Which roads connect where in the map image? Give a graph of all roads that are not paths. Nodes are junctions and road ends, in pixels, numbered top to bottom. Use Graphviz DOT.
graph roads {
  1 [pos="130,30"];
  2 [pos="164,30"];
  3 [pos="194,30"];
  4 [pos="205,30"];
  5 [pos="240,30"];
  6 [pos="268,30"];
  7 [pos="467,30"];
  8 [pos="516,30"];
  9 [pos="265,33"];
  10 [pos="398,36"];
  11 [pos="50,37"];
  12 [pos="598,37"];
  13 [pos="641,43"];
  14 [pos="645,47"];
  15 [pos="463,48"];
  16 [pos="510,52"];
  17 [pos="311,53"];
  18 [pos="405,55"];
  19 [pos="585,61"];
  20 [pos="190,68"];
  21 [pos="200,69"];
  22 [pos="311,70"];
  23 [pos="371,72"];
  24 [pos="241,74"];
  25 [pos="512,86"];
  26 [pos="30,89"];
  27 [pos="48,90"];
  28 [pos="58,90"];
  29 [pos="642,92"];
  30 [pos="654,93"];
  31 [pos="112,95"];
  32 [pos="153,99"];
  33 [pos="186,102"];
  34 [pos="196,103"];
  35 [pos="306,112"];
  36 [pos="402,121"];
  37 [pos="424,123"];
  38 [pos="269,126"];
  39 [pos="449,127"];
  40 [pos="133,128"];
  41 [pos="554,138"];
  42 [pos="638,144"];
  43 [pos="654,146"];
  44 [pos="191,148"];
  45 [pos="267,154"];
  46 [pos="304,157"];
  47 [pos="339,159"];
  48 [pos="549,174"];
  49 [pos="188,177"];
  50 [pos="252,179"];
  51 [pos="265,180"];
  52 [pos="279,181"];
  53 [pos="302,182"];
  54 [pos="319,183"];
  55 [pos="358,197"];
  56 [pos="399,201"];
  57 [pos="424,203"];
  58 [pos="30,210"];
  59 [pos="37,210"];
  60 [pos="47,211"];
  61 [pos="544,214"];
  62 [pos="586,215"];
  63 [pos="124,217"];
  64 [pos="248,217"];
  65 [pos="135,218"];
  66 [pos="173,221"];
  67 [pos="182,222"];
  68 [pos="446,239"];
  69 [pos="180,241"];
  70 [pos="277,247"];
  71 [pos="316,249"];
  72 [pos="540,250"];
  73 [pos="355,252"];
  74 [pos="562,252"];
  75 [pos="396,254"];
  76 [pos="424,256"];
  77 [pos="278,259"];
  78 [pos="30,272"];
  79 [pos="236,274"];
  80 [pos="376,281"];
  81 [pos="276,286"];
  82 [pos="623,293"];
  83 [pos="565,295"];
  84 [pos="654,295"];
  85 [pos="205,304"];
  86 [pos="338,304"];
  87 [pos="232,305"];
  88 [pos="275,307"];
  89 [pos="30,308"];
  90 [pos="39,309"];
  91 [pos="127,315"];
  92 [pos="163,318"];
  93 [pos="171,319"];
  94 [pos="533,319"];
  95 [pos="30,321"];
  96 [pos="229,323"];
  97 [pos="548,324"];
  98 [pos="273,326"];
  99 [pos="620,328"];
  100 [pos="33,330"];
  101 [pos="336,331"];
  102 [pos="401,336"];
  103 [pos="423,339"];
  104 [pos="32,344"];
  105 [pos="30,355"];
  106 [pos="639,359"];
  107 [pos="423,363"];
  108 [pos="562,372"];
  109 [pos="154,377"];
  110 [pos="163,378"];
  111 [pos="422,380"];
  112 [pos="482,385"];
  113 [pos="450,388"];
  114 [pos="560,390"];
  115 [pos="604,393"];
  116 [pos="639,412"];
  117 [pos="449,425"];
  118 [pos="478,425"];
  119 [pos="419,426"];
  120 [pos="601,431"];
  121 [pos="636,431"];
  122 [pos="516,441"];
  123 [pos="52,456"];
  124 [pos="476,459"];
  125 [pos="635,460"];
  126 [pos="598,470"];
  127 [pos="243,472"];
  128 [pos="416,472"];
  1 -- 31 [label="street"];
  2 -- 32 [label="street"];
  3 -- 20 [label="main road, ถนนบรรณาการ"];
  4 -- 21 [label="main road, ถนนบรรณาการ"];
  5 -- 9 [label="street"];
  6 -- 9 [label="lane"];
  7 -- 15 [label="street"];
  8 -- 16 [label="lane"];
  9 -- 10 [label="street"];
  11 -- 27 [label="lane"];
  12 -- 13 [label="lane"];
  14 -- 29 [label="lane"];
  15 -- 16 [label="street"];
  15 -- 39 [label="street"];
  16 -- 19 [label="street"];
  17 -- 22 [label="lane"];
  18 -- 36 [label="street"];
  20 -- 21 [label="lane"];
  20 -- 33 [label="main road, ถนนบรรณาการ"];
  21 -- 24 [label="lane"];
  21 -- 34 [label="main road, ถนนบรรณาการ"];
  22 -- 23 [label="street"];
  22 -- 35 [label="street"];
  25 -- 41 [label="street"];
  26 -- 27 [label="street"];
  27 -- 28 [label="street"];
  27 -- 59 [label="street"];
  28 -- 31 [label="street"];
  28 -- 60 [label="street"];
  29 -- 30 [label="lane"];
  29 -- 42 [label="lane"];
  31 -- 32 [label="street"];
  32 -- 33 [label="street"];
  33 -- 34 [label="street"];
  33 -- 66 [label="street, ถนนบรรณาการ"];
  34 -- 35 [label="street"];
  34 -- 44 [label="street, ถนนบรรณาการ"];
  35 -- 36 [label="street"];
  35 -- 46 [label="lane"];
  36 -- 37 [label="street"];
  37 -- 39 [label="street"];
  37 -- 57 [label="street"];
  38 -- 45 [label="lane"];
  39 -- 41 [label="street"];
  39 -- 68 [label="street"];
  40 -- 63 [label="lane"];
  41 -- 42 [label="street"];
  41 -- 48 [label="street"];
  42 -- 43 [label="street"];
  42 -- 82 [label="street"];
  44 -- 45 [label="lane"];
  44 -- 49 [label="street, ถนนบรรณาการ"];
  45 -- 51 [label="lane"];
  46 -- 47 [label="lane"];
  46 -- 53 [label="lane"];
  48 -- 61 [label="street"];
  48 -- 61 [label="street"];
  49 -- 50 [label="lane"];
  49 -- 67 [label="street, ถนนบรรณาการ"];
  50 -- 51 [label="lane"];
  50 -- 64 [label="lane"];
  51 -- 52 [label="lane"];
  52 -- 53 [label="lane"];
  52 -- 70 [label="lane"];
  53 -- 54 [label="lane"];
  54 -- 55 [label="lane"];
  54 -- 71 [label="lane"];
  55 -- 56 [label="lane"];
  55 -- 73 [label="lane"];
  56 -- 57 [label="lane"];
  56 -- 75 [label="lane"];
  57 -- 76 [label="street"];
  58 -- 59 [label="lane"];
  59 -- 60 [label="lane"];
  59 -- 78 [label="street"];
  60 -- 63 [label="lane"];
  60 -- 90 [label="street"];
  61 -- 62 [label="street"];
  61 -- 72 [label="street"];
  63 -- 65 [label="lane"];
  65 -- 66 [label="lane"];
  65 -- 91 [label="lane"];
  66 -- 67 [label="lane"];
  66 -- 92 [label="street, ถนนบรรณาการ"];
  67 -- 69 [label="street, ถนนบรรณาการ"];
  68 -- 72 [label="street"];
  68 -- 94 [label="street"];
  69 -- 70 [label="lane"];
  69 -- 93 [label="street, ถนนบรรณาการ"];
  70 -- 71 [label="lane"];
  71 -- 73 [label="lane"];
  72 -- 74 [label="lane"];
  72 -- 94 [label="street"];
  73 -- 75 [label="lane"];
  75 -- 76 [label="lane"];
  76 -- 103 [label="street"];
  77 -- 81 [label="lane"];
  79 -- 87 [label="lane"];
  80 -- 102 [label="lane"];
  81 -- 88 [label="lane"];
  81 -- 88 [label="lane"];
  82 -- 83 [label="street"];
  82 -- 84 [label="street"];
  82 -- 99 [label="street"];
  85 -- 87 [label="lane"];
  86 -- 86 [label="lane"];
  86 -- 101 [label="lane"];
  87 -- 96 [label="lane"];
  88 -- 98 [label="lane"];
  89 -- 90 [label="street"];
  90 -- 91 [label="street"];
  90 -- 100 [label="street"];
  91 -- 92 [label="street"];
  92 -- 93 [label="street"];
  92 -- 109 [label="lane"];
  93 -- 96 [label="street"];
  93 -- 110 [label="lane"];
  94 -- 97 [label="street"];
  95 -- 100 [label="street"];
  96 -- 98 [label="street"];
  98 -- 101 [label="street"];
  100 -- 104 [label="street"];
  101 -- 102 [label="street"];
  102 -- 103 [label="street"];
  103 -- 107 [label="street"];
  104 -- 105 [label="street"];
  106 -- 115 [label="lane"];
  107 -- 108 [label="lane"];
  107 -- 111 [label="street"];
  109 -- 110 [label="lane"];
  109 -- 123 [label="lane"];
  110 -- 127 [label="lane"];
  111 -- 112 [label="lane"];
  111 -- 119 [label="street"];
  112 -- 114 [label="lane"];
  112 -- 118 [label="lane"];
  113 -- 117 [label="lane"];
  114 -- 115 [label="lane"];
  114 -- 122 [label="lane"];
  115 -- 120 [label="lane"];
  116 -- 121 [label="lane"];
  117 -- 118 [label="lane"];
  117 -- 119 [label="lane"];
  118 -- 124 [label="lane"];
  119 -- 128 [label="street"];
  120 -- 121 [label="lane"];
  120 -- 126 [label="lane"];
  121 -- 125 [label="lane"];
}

┄┄┄┄┄┄

* Task details
Count the lines above that include the word "graph". Reply with that number alone.

* Output of the exercise
2